Same with commerce. If you define e-commerce as its own market, yes, Amazon dominates. But if you define it as part of the larger retail sector, guess what? Amazon is a powerful counterweight to retail giants like Wal-Mart. And it didn’t exist until 1994.
Platforms and natural monopolies
Then there’s this bizarre bit in Reich’s column:
The most valuable intellectual properties are platforms so widely used that everyone else has to use them, too. Think of standard operating systems like Microsoft’s Windows or Google’s Android….
That sentence fragment glosses over one of the hugest shifts in power in the annals of business.
For a little more than 10 years, Microsoft did indeed have a monopoly on computer operating systems. In 2006, more than 90% of all computers connecting to the Internet ran Microsoft Windows.
Then Apple’s iOS came out in 2007, and Android in 2008.
As of 2014, Windows runs on only about 15% of computers (including tablets and smartphones) connecting to the Internet.
Before you bring it up, Microsoft’s fall from dominance had little to do with the government’s antitrust case, which was all about bundling a web browser with Windows to squash Netscape, and playing nasty with hardware makers to force them to carry Microsoft software in lieu of competition software. That case was over and settled by 2007.
What really caused the fall was unforeseen competition.
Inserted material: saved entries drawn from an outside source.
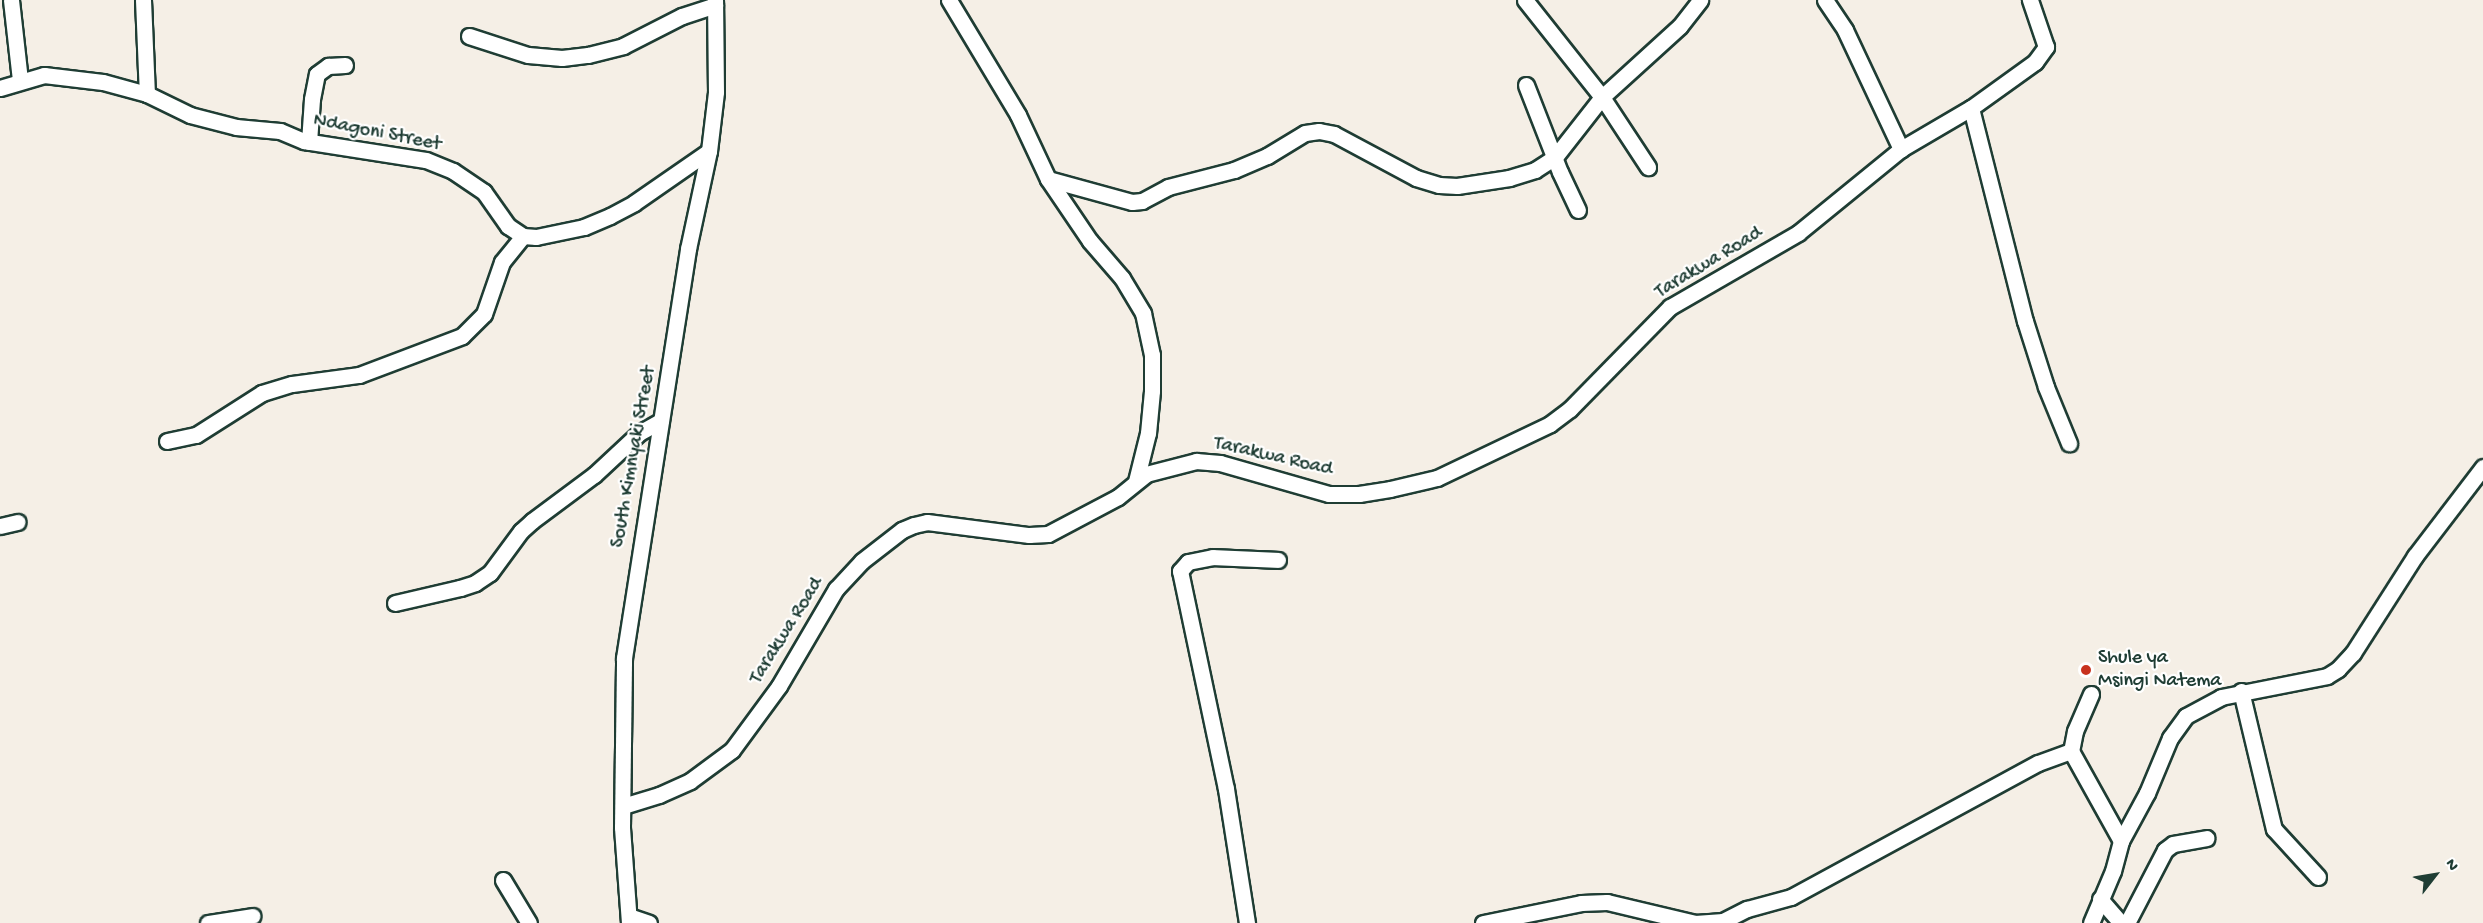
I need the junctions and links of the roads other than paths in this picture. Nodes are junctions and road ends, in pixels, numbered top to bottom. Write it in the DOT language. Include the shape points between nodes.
graph roads {
  1 [pos="11,0"];
  2 [pos="143,0"];
  3 [pos="949,0"];
  4 [pos="1525,0"];
  5 [pos="1700,0"];
  6 [pos="1826,0"];
  7 [pos="2030,0"];
  8 [pos="715,2"];
  9 [pos="469,36"];
  10 [pos="345,65"];
  11 [pos="20,80"];
  12 [pos="1526,85"];
  13 [pos="0,88"];
  14 [pos="147,94"];
  15 [pos="1602,97"];
  16 [pos="1971,108"];
  17 [pos="309,141"];
  18 [pos="1901,149"];
  19 [pos="709,151"];
  20 [pos="1555,157"];
  21 [pos="1648,166"];
  22 [pos="1048,179"];
  23 [pos="1578,210"];
  24 [pos="523,236"];
  25 [pos="661,422"];
  26 [pos="167,441"];
  27 [pos="2069,443"];
  28 [pos="2483,467"];
  29 [pos="1136,481"];
  30 [pos="18,522"];
  31 [pos="0,526"];
  32 [pos="1278,560"];
  33 [pos="395,603"];
  34 [pos="2241,691"];
  35 [pos="2091,694"];
  36 [pos="2071,751"];
  37 [pos="623,806"];
  38 [pos="2206,838"];
  39 [pos="2121,841"];
  40 [pos="2318,877"];
  41 [pos="503,880"];
  42 [pos="2100,899"];
  43 [pos="252,916"];
  44 [pos="629,919"];
  45 [pos="208,923"];
  46 [pos="529,923"];
  47 [pos="649,923"];
  48 [pos="1247,923"];
  49 [pos="1483,923"];
  50 [pos="2091,923"];
  51 [pos="2121,923"];
  52 [pos="2127,923"];
  1 -- 11 [label="street"];
  2 -- 14 [label="street"];
  3 -- 22 [label="street" via="1018,115"];
  4 -- 15 [label="street"];
  5 -- 15 [label="street" via="1680,26"];
  6 -- 18 [label="street" via="1845,30"];
  7 -- 16 [label="street, Tarakwa Road" via="2046,47 2043,54"];
  8 -- 9 [label="street" via="609,51 588,55 562,58 528,54"];
  8 -- 19 [label="street, South Kimnyaki Street" via="716,92"];
  10 -- 17 [label="street" via="328,66 317,74"];
  11 -- 13 [label="street, Ndagoni Street"];
  11 -- 14 [label="street, Ndagoni Street" via="60,75"];
  12 -- 20 [label="street"];
  14 -- 17 [label="street, Ndagoni Street" via="190,115 236,127 280,131"];
  15 -- 20 [label="street"];
  15 -- 21 [label="street"];
  16 -- 18 [label="street, Tarakwa Road"];
  16 -- 27 [label="street" via="2025,321"];
  17 -- 24 [label="street, Ndagoni Street" via="426,160 453,171 484,192 508,226"];
  18 -- 29 [label="street, Tarakwa Road" via="1798,233 1670,307 1570,409 1550,424 1464,467 1437,478 1359,494 1329,494 1220,463 1196,462 1160,469"];
  19 -- 24 [label="street" via="610,216 584,227"];
  19 -- 25 [label="street, South Kimnyaki Street" via="688,249"];
  20 -- 22 [label="street" via="1535,170 1509,178 1439,185 1416,178 1343,138 1319,130 1305,133 1234,170 1168,187 1142,201 1132,202"];
  20 -- 23 [label="street"];
  22 -- 29 [label="street" via="1122,278 1143,313 1152,355 1152,391 1148,433"];
  24 -- 26 [label="street" via="502,262 484,314 462,336 358,375 292,384 262,393 196,435"];
  25 -- 33 [label="street" via="639,433 594,475 532,521 490,573 468,585"];
  25 -- 37 [label="street, South Kimnyaki Street" via="624,658"];
  28 -- 34 [label="street" via="2415,556 2353,653 2338,669 2327,676"];
  29 -- 37 [label="street, Tarakwa Road" via="1108,503 1048,534 927,522 902,530 862,561 836,589 779,686 732,750 690,781"];
  30 -- 31 [label="street"];
  32 -- 48 [label="street" via="1214,557 1188,562 1180,571 1226,789"];
  34 -- 39 [label="street" via="2186,716 2170,738"];
  34 -- 40 [label="street" via="2274,829"];
  35 -- 36 [label="street"];
  36 -- 39 [label="street"];
  36 -- 49 [label="street" via="2038,763 1791,897 1747,909 1724,921 1695,923 1607,902 1581,903"];
  37 -- 44 [label="street, South Kimnyaki Street"];
  38 -- 52 [label="street" via="2173,844 2165,850"];
  39 -- 42 [label="street"];
  41 -- 46 [label="street"];
  42 -- 50 [label="street"];
  42 -- 51 [label="street"];
  43 -- 45 [label="street"];
  44 -- 47 [label="street"];
}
Microsoft dominated the desktop PC market, and didn’t imagine that a smartphone operating system would ever be good enough to replace PCs for most tasts, for most people, around the world.
Reich is right. There are natural monopolies in tech. Everybody uses Google for search so Google gets the most data about what people are searching for which makes its search (and search ads) more relevant. Everybody uses Facebook because everybody’s on Facebook.
But those monopolies are incredibly fragile. They are regularly disrupted when competitors re-define the playing field. Apple and Google didn’t beat Microsoft by competing on the desktop. They did it by expanding the relevant market with something completely new.
The tech industry has more power shifts than any other
Want more evidence?
Here are the top five U.S. information technology companies, by market cap, today:
And here’s what they looked ten years ago, in 2005 (all 2005 rankings via The Financial Times):
Only one of those companies — Microsoft — is on both lists. Dell has gone private, but was nowhere close to the top five when that happened in 2013. That’s a lot of change in 10 years.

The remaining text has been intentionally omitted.